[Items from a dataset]
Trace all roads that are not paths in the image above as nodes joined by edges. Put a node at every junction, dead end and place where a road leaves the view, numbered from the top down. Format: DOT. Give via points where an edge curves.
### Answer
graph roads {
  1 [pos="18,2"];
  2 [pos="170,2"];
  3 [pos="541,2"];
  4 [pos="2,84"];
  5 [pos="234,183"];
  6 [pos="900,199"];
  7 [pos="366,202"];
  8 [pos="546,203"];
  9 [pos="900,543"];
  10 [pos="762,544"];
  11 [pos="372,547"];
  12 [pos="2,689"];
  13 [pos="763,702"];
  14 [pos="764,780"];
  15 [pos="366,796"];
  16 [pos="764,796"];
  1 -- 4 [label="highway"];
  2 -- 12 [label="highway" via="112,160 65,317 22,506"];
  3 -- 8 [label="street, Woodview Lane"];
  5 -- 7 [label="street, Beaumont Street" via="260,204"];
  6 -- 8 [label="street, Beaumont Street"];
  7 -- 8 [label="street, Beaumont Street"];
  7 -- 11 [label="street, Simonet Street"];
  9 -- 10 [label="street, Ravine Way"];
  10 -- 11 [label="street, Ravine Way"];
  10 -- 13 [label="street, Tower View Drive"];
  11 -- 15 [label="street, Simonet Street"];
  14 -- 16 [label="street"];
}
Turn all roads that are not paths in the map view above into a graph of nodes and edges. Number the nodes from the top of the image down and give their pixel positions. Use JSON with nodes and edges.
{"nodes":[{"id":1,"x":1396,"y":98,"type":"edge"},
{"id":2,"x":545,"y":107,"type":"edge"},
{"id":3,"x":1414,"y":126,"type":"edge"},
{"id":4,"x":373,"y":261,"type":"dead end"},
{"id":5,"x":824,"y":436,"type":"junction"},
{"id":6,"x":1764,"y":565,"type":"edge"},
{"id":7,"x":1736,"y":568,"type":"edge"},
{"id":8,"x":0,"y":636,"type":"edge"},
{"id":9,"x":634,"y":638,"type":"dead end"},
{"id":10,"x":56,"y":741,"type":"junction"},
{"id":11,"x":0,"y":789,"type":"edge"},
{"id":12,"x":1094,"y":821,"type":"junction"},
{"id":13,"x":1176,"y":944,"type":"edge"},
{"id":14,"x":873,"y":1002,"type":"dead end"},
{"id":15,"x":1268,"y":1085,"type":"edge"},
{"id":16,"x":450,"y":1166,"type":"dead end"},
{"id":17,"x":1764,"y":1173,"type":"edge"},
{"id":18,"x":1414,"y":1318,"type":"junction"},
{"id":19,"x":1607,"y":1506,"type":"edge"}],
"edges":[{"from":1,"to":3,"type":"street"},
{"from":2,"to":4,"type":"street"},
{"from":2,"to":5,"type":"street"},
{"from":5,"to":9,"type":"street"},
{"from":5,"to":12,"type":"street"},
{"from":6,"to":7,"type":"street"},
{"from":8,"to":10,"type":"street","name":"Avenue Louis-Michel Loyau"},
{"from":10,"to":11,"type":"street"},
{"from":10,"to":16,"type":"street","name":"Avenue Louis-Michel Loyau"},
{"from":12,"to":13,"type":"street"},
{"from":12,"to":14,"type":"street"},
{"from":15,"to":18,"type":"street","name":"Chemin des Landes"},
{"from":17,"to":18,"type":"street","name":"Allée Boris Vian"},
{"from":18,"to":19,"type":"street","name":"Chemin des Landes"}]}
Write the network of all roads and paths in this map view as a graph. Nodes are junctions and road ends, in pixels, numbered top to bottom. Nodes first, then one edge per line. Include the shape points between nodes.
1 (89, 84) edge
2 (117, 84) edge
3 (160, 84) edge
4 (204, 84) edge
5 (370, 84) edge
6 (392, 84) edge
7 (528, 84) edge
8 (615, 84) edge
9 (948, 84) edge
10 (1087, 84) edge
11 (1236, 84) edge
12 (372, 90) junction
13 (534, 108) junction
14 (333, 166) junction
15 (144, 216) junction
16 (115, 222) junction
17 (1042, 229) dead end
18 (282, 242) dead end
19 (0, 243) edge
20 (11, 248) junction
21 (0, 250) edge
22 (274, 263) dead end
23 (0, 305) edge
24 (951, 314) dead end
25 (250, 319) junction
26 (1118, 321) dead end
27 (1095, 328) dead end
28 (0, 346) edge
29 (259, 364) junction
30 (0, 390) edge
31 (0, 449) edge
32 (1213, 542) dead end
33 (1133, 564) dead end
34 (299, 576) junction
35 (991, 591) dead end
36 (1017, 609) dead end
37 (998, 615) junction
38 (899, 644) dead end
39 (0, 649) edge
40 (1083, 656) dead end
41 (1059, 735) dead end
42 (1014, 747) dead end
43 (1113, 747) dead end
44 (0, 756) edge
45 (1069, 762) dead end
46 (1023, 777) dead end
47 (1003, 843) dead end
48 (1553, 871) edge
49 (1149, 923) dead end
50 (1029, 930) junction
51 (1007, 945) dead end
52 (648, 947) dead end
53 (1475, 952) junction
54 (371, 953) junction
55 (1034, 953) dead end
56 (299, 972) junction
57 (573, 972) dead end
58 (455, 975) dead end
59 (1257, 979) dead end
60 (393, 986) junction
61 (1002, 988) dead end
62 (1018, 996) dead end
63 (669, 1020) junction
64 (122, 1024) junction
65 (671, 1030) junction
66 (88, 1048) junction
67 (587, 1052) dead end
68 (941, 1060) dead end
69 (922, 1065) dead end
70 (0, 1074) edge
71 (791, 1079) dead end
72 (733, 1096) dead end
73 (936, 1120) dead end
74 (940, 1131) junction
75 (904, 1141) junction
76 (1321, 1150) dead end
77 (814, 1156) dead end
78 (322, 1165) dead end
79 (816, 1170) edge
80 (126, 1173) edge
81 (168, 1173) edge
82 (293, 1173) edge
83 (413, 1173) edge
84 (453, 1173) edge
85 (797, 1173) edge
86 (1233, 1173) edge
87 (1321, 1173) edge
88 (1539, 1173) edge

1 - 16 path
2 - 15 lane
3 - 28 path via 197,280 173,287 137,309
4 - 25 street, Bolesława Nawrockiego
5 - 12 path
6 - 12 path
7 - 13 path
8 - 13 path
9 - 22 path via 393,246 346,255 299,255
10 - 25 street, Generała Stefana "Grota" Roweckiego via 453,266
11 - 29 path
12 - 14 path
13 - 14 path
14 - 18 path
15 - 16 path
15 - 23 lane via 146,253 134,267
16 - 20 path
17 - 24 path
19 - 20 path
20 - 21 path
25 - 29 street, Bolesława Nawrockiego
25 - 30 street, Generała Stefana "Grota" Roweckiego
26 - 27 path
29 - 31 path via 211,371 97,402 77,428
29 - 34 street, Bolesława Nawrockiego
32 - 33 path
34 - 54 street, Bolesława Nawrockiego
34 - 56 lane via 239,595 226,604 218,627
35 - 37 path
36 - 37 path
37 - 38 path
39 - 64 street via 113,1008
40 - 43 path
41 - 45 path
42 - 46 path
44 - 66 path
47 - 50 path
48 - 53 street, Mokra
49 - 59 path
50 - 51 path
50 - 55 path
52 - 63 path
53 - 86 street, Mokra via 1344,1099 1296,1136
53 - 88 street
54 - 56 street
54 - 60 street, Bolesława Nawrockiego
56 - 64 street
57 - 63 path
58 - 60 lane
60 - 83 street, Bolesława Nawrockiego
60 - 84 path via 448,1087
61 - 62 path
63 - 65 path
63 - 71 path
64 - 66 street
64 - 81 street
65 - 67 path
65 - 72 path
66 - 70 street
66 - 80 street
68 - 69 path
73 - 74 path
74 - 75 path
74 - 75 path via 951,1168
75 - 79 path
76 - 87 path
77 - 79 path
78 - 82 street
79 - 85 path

**Work order**
In the data above, how many lines hold the word "Generała"? Give only the number.

**Task answer**
2